Curarsi lontano da casa: 750 mila migranti della salute

Ogni anno 750mila persone scelgono di farsi curare lontano da casa: si tratta di persone che per i motivi più diversi scelgono di gestire un problema di salute in una regione diversa dalla loro, e 400mila di questi si trovano in situazioni di grave disagio.

Ogni anno 750mila persone scelgono di farsi curare lontano da casa: si tratta di persone che per i motivi più diversi scelgono di gestire un problema di salute in una regione diversa dalla loro, e 400mila di questi si trovano in situazioni di grave disagio. Un vero e proprio fenomeno di «migranti della salute», tracciato a Milano in un incontro organizzato da Ubi Banca e CasAmica, un’organizzazione di volontariato che dal 1986 accoglie i malati (e i loro famigliari) costretti a spostarsi in altre città per cure e interventi chirurgici.

A questi migranti della salute si aggiungono circa 640mila accompagnatori, per un totale di circa 1,5 milioni di persone in movimento.

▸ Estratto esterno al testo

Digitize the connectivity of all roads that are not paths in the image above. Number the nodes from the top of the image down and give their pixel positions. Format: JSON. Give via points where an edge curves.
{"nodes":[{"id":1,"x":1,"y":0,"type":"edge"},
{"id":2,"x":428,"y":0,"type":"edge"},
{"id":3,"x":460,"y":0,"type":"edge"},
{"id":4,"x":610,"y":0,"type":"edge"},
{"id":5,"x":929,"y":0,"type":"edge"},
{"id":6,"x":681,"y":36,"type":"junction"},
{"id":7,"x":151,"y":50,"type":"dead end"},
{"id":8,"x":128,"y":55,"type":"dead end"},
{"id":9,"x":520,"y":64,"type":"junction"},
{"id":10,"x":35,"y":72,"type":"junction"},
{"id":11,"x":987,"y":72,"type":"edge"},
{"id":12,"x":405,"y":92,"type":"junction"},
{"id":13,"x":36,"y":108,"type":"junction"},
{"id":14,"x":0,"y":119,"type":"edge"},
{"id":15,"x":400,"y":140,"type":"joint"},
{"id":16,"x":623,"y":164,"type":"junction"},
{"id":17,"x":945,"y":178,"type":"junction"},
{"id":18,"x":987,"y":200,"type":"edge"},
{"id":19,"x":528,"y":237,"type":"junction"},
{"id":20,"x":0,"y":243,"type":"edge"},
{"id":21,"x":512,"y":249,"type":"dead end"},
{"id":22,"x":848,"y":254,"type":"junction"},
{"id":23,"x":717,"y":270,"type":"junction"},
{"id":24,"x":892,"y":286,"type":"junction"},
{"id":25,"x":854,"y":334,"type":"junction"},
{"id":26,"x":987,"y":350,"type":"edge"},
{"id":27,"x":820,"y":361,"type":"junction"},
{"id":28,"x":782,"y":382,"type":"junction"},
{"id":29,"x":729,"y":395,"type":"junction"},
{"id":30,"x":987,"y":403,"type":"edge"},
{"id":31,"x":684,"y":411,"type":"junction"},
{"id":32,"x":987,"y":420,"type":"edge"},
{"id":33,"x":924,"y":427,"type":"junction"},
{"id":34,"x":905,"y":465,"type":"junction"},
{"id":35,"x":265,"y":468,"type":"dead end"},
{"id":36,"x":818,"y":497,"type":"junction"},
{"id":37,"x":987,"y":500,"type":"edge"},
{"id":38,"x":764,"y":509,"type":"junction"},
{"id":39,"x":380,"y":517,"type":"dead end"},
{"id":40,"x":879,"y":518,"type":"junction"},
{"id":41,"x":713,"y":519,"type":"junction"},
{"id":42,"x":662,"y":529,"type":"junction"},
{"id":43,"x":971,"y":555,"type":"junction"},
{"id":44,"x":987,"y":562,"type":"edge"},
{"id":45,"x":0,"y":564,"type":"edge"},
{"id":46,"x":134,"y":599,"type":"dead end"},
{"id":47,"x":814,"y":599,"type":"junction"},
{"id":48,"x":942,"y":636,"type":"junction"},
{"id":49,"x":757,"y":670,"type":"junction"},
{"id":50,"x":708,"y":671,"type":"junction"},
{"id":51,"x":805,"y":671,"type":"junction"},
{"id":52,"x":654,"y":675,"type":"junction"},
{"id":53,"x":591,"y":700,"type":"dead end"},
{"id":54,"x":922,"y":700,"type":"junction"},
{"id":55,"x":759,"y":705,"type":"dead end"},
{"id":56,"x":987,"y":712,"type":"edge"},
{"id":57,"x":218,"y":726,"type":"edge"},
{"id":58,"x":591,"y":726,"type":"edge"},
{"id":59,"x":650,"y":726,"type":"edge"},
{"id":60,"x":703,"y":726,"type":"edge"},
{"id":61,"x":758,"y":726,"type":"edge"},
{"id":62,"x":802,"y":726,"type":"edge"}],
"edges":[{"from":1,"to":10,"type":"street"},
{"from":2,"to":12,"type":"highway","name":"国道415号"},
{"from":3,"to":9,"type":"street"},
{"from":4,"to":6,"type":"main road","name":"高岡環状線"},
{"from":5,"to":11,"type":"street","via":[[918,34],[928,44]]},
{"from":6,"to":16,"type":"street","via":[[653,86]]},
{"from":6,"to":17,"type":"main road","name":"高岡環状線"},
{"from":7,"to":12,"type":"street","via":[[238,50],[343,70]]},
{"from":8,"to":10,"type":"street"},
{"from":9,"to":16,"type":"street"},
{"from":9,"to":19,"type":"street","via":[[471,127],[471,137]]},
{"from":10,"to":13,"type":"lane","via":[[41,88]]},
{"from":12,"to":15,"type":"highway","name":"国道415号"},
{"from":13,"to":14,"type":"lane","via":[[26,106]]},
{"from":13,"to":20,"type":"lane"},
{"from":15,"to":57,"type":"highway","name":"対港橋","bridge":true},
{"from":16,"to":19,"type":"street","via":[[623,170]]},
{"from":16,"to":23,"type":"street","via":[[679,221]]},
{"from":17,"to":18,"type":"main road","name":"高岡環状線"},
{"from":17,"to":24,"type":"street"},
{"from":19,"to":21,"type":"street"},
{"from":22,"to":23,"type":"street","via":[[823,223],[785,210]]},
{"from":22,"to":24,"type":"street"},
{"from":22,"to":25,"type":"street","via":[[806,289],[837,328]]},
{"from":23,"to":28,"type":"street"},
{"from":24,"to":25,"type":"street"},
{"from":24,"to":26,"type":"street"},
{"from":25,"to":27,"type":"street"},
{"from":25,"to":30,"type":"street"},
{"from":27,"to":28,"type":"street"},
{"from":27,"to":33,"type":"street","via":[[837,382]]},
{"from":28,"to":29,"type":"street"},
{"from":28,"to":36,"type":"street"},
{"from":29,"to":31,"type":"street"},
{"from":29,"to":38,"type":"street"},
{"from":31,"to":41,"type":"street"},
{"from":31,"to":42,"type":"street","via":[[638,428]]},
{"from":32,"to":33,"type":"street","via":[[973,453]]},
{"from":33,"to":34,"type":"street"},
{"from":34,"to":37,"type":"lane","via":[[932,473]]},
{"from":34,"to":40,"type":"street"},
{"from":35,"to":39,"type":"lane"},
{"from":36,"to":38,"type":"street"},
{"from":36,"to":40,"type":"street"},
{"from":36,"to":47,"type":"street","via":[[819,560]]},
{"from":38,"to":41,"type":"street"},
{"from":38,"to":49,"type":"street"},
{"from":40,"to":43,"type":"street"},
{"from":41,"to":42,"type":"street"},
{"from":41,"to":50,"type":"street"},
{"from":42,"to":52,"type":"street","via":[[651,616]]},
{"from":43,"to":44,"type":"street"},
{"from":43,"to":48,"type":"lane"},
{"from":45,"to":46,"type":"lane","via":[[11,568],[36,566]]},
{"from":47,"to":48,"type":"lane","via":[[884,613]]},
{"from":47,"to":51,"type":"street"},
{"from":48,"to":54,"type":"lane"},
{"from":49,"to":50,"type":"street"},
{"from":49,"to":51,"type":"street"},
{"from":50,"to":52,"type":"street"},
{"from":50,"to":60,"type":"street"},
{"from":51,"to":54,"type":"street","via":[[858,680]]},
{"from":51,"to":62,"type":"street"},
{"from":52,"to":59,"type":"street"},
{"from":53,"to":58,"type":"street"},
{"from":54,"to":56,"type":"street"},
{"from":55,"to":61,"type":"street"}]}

Il 25% circa «si allontana non più di 100 km da casa, il 12% non più di 50 km, mentre un altro 23% fa un viaggio di oltre 400 km», come si legge in un rapporto Censis per CasAmica. Grazie alla collaborazione tra Ubi Banca e CasAmica, alla onlus sono stati devoluti 200mila euro «provenienti dalle commissioni di collocamento e di un ammontare pari al 4% delle commissioni di gestione annue del fondo Ubi Pramerica Bilanciato Etico». I fondi finanzieranno le attività dell’associazione, che gestisce diverse case di accoglienza in più città d’Italia e che solo a Milano può dedicare 100 posti letto ai migranti della salute e ai loro accompagnatori.

La scelta di «migrare» in un’altra regione «rappresenta nella grande maggioranza dei casi una decisione del cittadino - si legge nel rapporto - legata principalmente alla ricerca di prestazioni sanitarie particolarmente qualificate per la propria patologia. Si tratta quindi di una scelta informata», ricavata nella maggior parte dei casi (55%) dal medico di famiglia, o attraverso familiari e amici (18%). Infine, la scelta di migrare «non sembra legata esclusivamente all’esigenza di curare patologie più gravi», dato che il 21% ha bisogno di un ricovero di oltre 15 giorni, ma nel 25% dei casi il ricovero è di 1-3 giorni. «Lo spettro delle patologie per le quali si decide di migrare può essere quindi abbastanza ampio e comprendere prestazioni che richiedono una permanenza in ospedale piuttosto limitata».